* Extracted entries
----------------------------------------
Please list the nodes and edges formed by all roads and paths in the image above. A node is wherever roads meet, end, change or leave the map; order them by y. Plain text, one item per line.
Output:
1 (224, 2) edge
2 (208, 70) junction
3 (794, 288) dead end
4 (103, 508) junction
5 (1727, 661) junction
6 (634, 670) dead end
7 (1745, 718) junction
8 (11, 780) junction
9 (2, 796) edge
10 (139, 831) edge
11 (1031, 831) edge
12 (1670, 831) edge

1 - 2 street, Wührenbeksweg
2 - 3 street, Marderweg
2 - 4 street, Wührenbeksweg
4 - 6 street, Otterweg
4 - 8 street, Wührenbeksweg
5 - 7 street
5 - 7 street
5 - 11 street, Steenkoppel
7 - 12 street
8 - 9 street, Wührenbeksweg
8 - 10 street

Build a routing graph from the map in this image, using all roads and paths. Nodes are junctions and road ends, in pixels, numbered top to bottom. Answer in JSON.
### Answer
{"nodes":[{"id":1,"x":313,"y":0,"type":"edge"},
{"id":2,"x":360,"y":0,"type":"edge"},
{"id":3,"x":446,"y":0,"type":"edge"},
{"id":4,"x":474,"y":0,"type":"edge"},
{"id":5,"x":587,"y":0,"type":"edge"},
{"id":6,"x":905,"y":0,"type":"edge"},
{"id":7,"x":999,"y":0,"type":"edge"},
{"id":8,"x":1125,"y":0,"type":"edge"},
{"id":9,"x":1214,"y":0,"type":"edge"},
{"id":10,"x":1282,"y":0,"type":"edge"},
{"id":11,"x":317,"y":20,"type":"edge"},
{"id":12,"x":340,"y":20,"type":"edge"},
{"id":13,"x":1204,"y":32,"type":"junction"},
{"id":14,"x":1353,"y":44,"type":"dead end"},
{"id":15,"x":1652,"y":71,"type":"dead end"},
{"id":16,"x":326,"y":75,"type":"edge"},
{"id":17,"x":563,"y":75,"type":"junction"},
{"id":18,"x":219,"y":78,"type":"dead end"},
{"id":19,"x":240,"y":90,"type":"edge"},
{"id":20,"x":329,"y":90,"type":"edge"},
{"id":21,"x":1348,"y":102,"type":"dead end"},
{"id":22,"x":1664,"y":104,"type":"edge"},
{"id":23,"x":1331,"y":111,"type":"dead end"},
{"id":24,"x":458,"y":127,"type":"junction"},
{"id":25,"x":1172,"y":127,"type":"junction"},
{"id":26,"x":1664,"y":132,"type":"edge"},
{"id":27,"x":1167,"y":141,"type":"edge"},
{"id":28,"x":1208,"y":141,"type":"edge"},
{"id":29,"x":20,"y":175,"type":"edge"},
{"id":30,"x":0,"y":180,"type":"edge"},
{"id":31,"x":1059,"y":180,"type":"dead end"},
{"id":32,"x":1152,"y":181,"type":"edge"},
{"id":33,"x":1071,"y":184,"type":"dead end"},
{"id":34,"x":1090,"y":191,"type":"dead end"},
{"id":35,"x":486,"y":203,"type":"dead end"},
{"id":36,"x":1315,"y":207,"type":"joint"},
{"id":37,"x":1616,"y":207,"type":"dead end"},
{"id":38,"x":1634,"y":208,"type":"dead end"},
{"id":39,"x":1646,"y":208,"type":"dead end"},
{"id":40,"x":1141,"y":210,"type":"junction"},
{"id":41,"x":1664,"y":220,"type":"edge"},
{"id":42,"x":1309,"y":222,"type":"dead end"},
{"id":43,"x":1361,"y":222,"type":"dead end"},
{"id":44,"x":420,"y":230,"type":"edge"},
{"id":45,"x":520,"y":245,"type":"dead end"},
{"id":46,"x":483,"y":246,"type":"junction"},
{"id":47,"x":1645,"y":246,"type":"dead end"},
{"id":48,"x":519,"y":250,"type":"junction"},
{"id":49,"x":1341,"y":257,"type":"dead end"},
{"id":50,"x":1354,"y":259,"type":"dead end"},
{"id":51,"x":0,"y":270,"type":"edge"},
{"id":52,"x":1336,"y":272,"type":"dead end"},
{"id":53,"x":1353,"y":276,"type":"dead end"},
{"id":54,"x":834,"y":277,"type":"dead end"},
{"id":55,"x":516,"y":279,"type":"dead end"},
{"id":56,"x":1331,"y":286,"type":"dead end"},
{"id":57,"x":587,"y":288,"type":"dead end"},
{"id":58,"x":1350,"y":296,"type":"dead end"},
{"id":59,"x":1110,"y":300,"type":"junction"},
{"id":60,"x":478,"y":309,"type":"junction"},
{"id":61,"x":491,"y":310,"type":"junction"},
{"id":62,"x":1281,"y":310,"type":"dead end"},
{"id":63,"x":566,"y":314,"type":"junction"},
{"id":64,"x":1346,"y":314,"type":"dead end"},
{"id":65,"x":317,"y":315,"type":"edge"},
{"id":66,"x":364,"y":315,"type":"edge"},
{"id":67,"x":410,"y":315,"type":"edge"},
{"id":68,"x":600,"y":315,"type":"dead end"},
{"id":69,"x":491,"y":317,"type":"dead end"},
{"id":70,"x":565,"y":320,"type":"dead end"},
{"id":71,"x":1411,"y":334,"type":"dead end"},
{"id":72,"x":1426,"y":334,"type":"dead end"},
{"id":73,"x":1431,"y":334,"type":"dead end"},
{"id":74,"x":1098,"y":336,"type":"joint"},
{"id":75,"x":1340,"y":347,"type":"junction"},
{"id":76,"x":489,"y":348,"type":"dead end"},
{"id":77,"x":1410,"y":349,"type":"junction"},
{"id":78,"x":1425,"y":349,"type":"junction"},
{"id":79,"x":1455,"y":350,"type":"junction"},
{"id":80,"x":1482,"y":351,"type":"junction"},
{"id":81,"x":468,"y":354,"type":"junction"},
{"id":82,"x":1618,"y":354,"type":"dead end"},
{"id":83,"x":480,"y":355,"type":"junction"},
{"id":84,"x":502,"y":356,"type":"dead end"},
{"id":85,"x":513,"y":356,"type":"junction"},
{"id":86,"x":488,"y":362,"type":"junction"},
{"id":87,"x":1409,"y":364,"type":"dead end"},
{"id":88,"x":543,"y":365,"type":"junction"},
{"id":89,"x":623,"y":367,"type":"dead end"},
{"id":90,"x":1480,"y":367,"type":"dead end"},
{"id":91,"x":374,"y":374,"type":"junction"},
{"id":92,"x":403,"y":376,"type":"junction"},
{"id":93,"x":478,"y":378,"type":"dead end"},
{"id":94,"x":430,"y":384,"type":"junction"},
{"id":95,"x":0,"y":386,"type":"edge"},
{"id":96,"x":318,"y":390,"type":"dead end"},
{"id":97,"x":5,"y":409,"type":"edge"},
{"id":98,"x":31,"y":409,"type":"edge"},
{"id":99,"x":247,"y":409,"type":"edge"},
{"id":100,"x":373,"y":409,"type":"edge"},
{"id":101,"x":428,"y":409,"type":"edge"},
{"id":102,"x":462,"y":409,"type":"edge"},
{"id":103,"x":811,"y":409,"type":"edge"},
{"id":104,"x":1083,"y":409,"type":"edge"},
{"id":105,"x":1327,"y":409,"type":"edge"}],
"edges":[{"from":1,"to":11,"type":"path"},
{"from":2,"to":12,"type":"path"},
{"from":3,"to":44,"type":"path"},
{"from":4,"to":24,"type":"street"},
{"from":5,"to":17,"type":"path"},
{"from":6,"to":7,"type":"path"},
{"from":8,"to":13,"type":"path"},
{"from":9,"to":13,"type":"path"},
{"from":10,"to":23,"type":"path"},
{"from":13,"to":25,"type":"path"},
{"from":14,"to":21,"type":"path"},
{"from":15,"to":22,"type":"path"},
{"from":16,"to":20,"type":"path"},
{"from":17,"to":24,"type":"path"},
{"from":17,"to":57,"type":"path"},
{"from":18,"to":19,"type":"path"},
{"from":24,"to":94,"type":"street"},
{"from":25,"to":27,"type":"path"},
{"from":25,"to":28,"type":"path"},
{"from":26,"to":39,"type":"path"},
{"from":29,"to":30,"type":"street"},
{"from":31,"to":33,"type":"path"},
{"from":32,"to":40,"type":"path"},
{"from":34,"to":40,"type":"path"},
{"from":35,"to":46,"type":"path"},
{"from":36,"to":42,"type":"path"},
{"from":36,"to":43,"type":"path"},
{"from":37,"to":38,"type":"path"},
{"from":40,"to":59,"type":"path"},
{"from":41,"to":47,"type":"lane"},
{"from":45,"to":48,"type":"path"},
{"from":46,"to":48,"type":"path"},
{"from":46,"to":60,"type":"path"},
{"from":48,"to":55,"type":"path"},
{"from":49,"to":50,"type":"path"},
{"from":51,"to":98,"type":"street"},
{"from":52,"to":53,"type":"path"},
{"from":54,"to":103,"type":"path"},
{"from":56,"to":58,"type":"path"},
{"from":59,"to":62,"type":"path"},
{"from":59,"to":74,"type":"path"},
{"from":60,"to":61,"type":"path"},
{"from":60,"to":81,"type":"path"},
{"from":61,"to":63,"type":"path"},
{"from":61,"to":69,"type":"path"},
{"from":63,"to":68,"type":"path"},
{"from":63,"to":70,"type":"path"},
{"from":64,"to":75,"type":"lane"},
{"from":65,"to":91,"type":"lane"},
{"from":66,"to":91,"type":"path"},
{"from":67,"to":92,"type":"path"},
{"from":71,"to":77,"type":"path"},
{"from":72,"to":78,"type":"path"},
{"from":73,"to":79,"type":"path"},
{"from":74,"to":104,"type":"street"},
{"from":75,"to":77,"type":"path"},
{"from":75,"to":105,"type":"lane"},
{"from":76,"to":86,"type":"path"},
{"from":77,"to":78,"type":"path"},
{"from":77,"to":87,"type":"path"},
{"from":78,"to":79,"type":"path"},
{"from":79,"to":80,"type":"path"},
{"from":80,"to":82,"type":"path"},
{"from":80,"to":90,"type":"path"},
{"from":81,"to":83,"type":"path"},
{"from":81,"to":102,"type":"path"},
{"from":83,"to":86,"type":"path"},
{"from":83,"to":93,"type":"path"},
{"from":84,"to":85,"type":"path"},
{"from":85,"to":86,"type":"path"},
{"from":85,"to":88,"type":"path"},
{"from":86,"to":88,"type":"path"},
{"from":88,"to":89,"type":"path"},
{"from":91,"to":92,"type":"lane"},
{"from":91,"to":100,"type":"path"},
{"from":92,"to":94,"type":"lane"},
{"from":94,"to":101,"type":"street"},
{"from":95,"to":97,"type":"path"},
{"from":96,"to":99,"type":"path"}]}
----------------------------------------
* What is needed
Which lines of the listing include the string "joint"? Pull them out.

* Completed task
{"id":36,"x":1315,"y":207,"type":"joint"},
{"id":74,"x":1098,"y":336,"type":"joint"},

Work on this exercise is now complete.